Menurutnya, ketentuan mengenai kearifan lokal dan masyarakat tradisional juga terdapat dalam aturan turunannya. Karena itu, Perda Nomor 1 Tahun 2022 dibuat bersama antara eksekutif dan legislatif untuk mempertegas perlindungan tersebut di tingkat daerah.

“Perda Nomor 1 Tahun 2022 ini adalah kesepakatan gubernur selaku eksekutif dan DPRD sebagai legislatif. Ini penegasan dari Undang-Undang Nomor 32 Tahun 2009 supaya masyarakat tradisional dan masyarakat adat dilindungi,” katanya.

Norsan menegaskan, perda tersebut bertujuan memberikan kepastian hukum kepada masyarakat tradisional yang menjalankan aktivitas berladang sebagai bagian dari kearifan lokal.

“Perda Nomor 1 Tahun 2022 itu menegaskan, bukan mengaburkan. Masyarakat yang membuka lahan maksimal dua hektare dengan cara membakar itu ada perlindungan hukumnya. Itu tujuan perda tersebut,” jelasnya.

Ia pun meminta masyarakat tidak khawatir dengan adanya tuntutan pencabutan perda. Norsan menegaskan dirinya tetap mempertimbangkan kepentingan masyarakat Kalimantan Barat dalam mengambil sikap.

“Saya juga masyarakat Kalbar, yang dipilih masyarakat Kalbar. Kalau tidak ada masyarakat Kalbar, saya tidak bisa duduk di sini,” ujarnya.

Meski demikian, Norsan mengakui sebagai kepala daerah dirinya memiliki kewajiban menjalankan kebijakan pemerintah pusat. Namun, kebijakan tersebut menurutnya tetap perlu didiskusikan agar tidak mengabaikan kepentingan masyarakat di daerah.

“Saya gubernur dan wakil gubernur, bupati dan wakil bupati, serta wali kota dan wakil wali kota. Sesuai Undang-Undang Nomor 23 Tahun 2014, kami adalah kepala daerah yang merupakan perpanjangan tangan pemerintah pusat di daerah. Jadi, apa pun kebijakan pusat yang disampaikan kepada kita, suka tidak suka dan senang tidak senang harus dilaksanakan,” katanya.

Karena itu, Norsan akan menyiapkan argumentasi hukum untuk dibahas bersama pemerintah pusat, khususnya Menteri Dalam Negeri. Ia menyebut telah berdiskusi dengan sejumlah pakar hukum terkait keberadaan Perda Nomor 1 Tahun 2022.

“Saya sudah berulang kali mengatakan tidak akan mencabut perda itu. Saya hanya perlu alasan yang kuat untuk kita diskusikan kepada Menteri Dalam Negeri,” tegasnya.

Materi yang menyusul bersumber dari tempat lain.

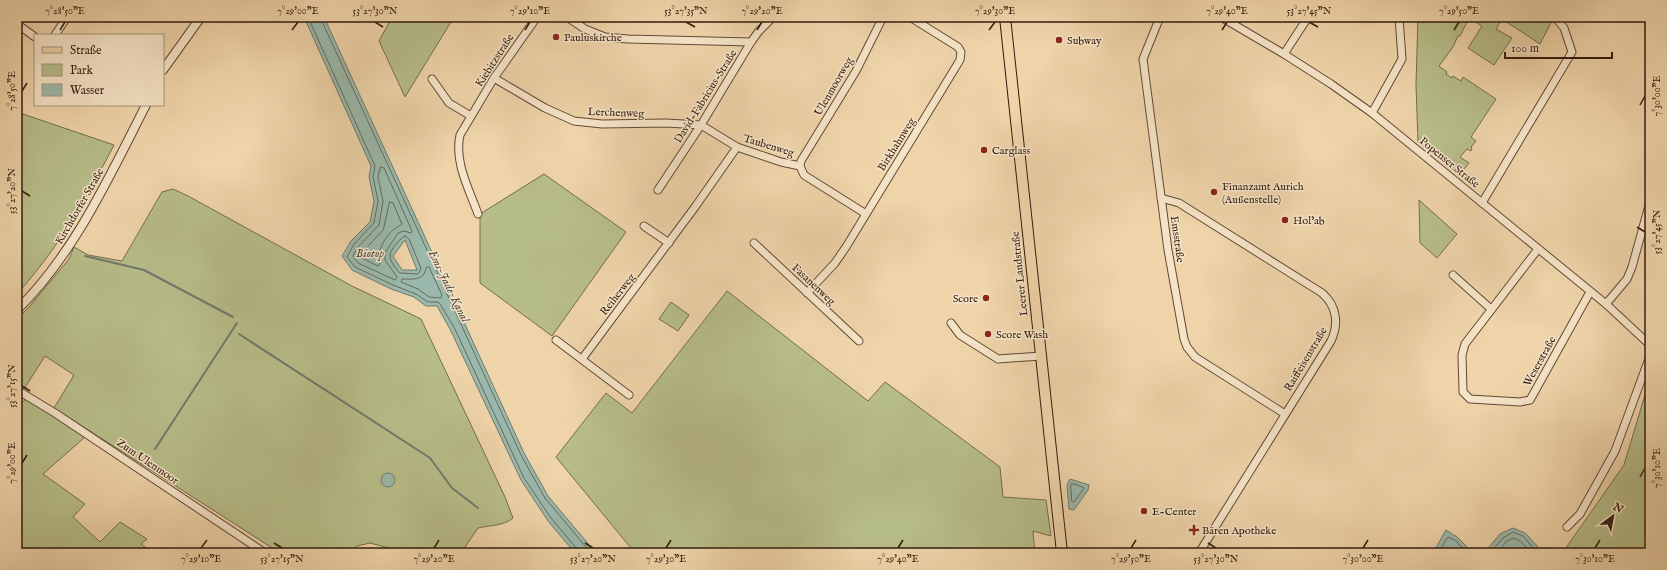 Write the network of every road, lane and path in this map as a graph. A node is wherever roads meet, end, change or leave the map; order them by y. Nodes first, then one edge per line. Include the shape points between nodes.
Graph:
1 (67, 17) edge
2 (201, 17) edge
3 (537, 17) edge
4 (567, 17) edge
5 (772, 17) edge
6 (883, 17) edge
7 (910, 17) edge
8 (1004, 17) edge
9 (1160, 17) edge
10 (1221, 17) edge
11 (1308, 17) edge
12 (1399, 17) edge
13 (1555, 17) edge
14 (17, 24) edge
15 (56, 34) edge
16 (34, 36) edge
17 (751, 42) junction
18 (1284, 54) junction
19 (164, 68) edge
20 (494, 78) junction
21 (432, 79) dead end
22 (145, 106) edge
23 (1372, 113) junction
24 (471, 116) junction
25 (701, 125) junction
26 (737, 147) junction
27 (800, 166) junction
28 (658, 190) dead end
29 (1161, 198) junction
30 (1482, 202) junction
31 (1650, 202) edge
32 (478, 214) dead end
33 (866, 214) junction
34 (644, 226) dead end
35 (669, 243) junction
36 (754, 243) dead end
37 (1538, 249) junction
38 (1453, 275) dead end
39 (1590, 292) junction
40 (807, 293) junction
41 (1606, 304) junction
42 (1491, 309) junction
43 (17, 310) edge
44 (951, 323) dead end
45 (556, 340) dead end
46 (859, 341) dead end
47 (1650, 345) edge
48 (1041, 356) junction
49 (1650, 356) edge
50 (582, 359) junction
51 (17, 390) edge
52 (629, 395) dead end
53 (1285, 414) junction
54 (1567, 527) dead end
55 (265, 553) edge
56 (363, 553) edge
57 (375, 553) edge
58 (1062, 553) edge
59 (1199, 553) edge

1 - 15 street
2 - 19 street
3 - 20 street, Kiebitzstraße
4 - 17 street via 585,29 605,37
5 - 17 street, David-Fabricius-Straße
6 - 27 street, Ulenmoorweg via 856,70
7 - 33 street, Birkhahnweg via 958,47 961,52 960,60
8 - 48 main road, Leerer Landstraße
9 - 29 street, Emsstraße via 1143,59
10 - 18 street, Popenser Straße
11 - 18 street
12 - 23 street via 1402,59
13 - 30 street via 1564,28 1572,52
14 - 16 street
17 - 25 street, David-Fabricius-Straße
18 - 23 street, Popenser Straße
20 - 24 street, Kiebitzstraße
20 - 25 street, Lerchenweg via 545,108 574,121 602,124
21 - 24 street via 449,103
22 - 43 street, Kirchdorfer Straße via 101,192 65,252 50,274
23 - 30 street, Popenser Straße
24 - 32 street, Kiebitzstraße via 460,135 458,158
25 - 26 street, Taubenweg
25 - 28 street, David-Fabricius-Straße
26 - 27 street, Taubenweg
26 - 35 street, Reiherweg
27 - 33 street, Taubenweg via 804,175
29 - 53 street, Emsstraße via 1187,347 1195,357
29 - 53 street, Raiffeisenstraße via 1179,203 1322,293 1331,304 1336,319 1332,338
30 - 37 street, Popenser Straße
31 - 41 street via 1627,279
33 - 40 street, Birkhahnweg via 835,263
34 - 35 street
35 - 50 street, Reiherweg
36 - 40 street, Fasanenweg
37 - 39 street, Popenser Straße
37 - 42 street, Weserstraße
38 - 42 street
39 - 41 street, Popenser Straße
39 - 42 street, Weserstraße via 1530,400 1520,402 1470,399 1463,392 1462,355 1465,344
40 - 46 street, Fasanenweg
41 - 47 street, Popenser Straße
44 - 48 street via 960,335 998,359
45 - 50 street
48 - 58 main road, Leerer Landstraße
49 - 54 street via 1616,451 1580,514
50 - 52 street
51 - 55 street, Zum Ulenmoor
53 - 59 street, Raiffeisenstraße
56 - 57 street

Norsan juga menilai pencabutan perda tidak akan serta-merta menghilangkan ketentuan mengenai kearifan lokal selama undang-undang yang menjadi dasar hukumnya masih berlaku.

“Kalau kita cabut juga tidak ada artinya, undang-undang tetap mengatakan boleh. Kecuali dari pusat undang-undangnya dicabut,” katanya.

Ke depan, Pemprov Kalbar bersama DPRD akan membahas persoalan tersebut dengan melibatkan masyarakat adat dan masyarakat tradisional. Hasil pembahasan nantinya akan menjadi bahan untuk disampaikan kepada pemerintah pusat.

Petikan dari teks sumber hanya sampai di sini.